Exercise goal.
Extract every line from the records below that contains the word "الشنقيطي".

Material shown.

************

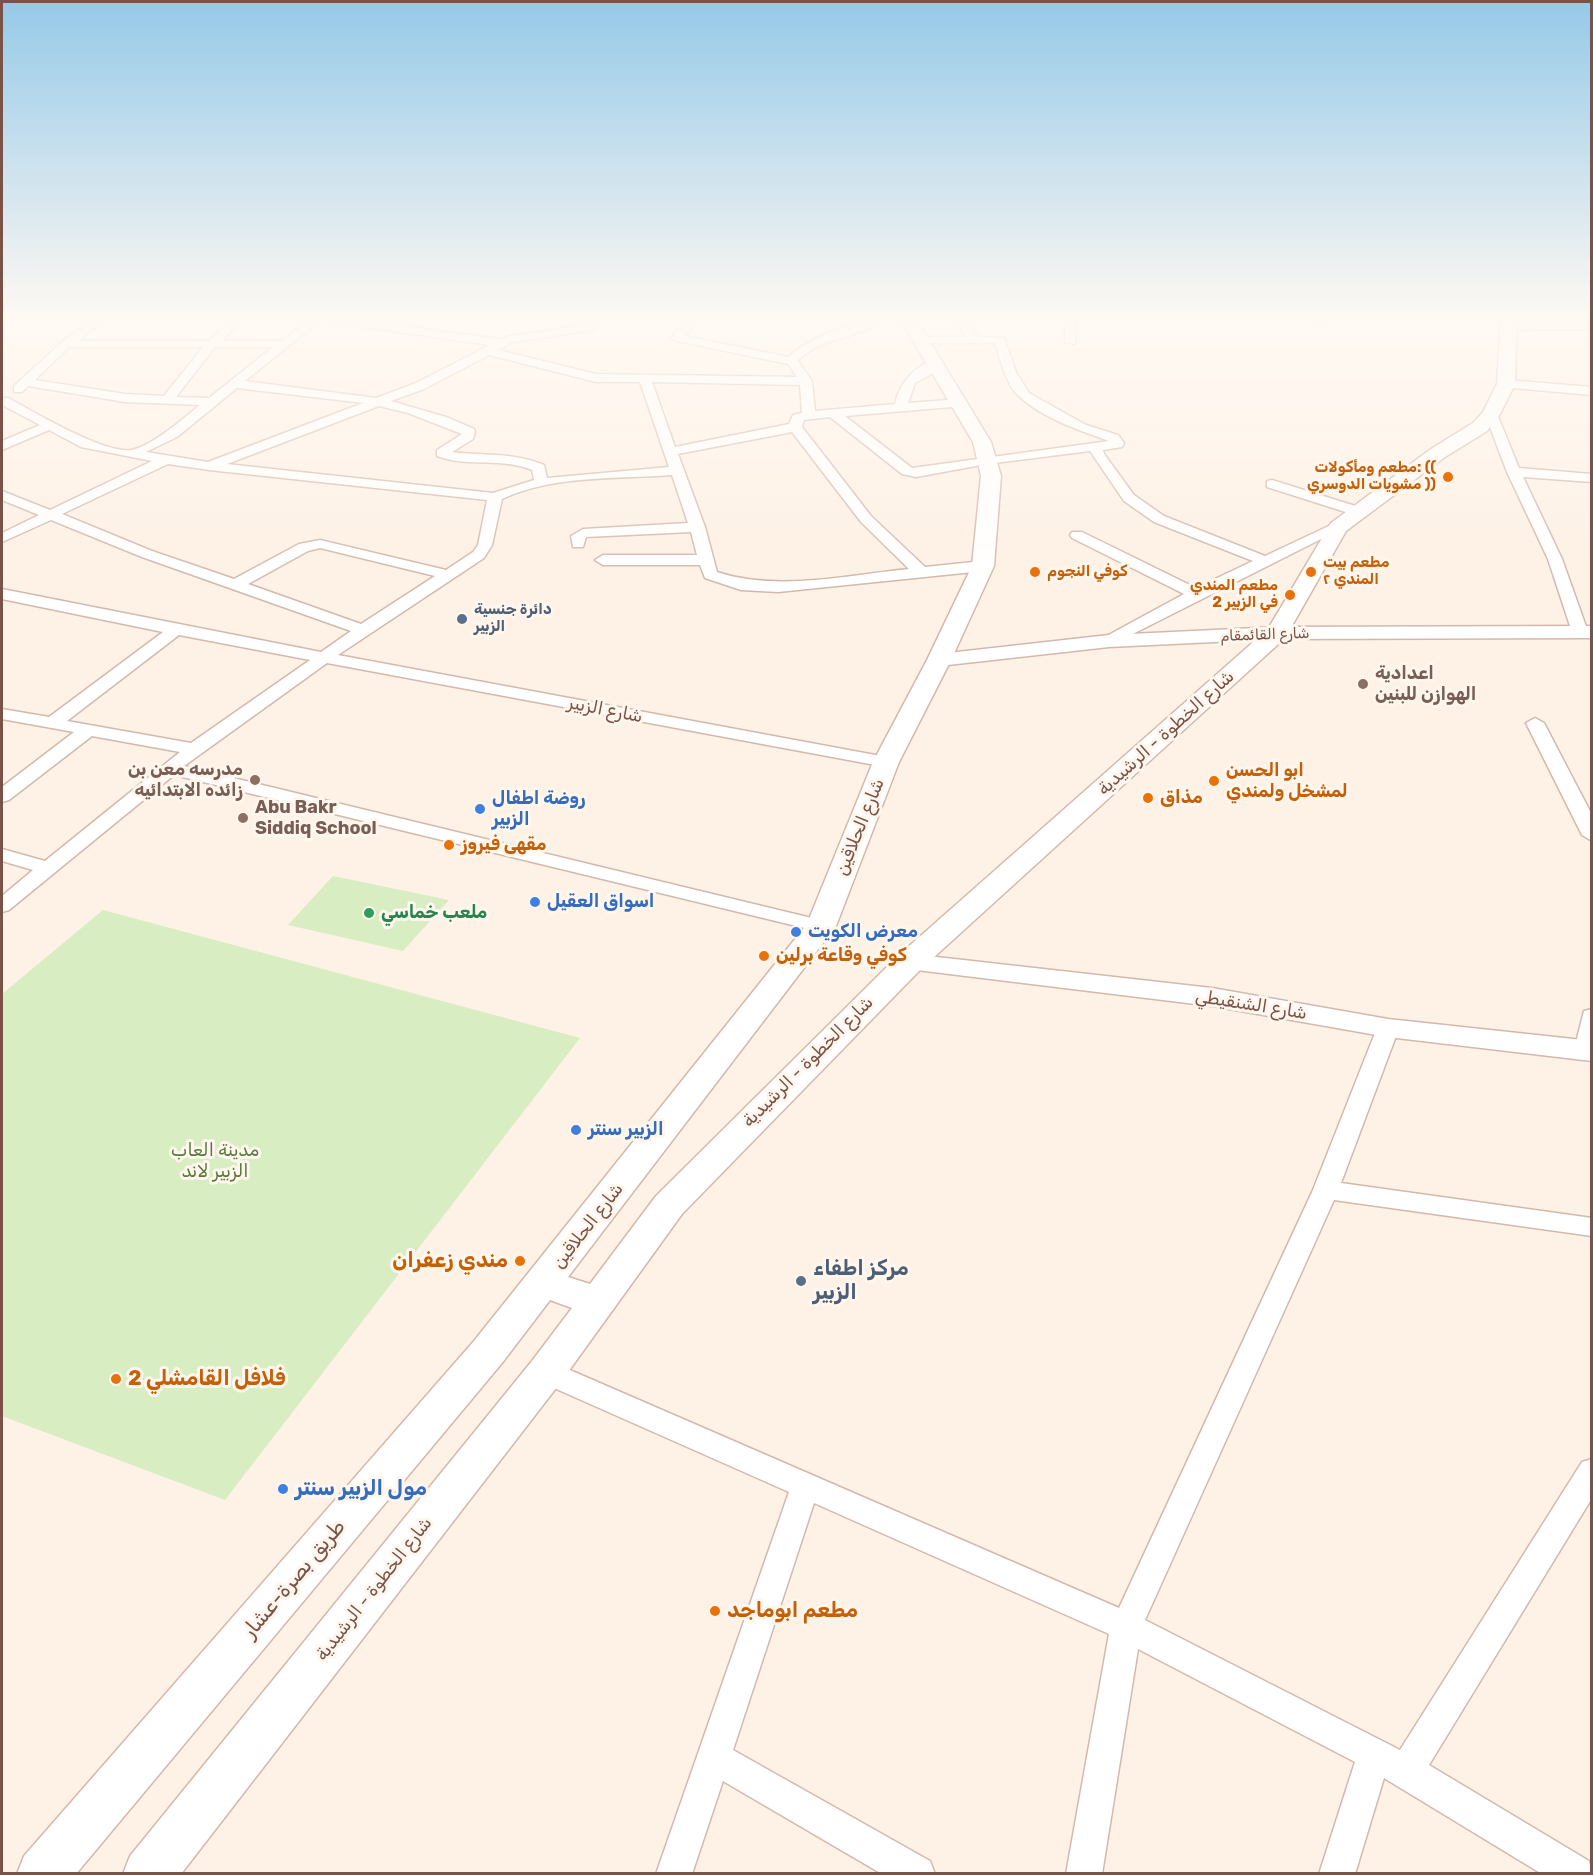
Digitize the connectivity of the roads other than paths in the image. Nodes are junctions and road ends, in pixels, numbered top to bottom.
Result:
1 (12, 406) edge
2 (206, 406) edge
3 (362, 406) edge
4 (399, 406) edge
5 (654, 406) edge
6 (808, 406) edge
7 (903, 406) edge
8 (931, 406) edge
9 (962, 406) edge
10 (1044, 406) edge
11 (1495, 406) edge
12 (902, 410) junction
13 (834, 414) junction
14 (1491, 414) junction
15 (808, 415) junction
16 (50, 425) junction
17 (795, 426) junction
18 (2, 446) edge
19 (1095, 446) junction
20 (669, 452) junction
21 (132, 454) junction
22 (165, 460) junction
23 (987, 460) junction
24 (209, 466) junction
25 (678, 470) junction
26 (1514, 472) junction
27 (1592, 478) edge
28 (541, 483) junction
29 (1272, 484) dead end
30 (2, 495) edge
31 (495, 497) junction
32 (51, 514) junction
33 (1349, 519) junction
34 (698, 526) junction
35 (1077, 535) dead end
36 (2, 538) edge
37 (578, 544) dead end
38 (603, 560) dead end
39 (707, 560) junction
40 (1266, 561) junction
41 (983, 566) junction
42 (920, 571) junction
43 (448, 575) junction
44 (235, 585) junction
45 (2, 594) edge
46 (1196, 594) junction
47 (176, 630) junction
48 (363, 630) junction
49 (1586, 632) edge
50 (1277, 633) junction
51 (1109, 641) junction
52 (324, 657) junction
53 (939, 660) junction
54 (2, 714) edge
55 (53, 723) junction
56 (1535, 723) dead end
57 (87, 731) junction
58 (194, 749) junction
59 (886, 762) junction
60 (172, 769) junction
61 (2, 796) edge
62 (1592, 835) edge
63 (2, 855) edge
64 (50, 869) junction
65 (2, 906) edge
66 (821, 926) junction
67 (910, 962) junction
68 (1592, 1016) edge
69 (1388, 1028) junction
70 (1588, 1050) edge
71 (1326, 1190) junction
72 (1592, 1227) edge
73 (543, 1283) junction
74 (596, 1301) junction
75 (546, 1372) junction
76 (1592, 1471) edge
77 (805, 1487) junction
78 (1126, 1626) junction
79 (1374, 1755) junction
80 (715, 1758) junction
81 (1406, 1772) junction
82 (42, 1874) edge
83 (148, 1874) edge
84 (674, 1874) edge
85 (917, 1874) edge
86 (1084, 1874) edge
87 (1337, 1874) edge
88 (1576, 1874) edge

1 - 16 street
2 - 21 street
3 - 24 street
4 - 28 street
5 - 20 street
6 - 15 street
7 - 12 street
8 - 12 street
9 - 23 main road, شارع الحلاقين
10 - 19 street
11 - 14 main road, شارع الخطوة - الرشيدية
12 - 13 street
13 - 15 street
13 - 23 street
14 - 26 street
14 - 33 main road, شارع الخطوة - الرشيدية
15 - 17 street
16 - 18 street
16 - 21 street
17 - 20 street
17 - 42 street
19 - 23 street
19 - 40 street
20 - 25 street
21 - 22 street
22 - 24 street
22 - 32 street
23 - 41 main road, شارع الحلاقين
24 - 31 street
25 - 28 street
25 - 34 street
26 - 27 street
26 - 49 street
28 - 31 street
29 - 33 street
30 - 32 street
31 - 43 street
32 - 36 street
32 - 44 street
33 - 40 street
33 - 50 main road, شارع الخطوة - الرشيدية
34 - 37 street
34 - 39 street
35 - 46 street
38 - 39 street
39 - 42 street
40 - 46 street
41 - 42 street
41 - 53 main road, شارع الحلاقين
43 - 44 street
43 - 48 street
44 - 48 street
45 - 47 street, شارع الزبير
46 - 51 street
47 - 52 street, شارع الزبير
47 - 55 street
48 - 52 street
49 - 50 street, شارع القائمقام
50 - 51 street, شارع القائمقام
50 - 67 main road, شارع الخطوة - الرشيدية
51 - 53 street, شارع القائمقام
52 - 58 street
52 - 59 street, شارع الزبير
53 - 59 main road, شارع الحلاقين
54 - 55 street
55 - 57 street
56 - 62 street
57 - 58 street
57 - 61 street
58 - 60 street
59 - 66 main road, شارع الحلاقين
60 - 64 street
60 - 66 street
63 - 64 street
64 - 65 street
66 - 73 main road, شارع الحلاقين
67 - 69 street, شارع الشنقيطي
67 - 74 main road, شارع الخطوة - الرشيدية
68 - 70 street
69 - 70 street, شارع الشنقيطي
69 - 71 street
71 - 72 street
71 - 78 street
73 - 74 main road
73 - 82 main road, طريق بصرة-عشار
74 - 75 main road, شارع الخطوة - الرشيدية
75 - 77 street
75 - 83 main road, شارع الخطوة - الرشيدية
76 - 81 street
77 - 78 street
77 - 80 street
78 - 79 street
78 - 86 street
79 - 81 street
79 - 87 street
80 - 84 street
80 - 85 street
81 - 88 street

************

Finished task.
67 - 69 street, شارع الشنقيطي
69 - 70 street, شارع الشنقيطي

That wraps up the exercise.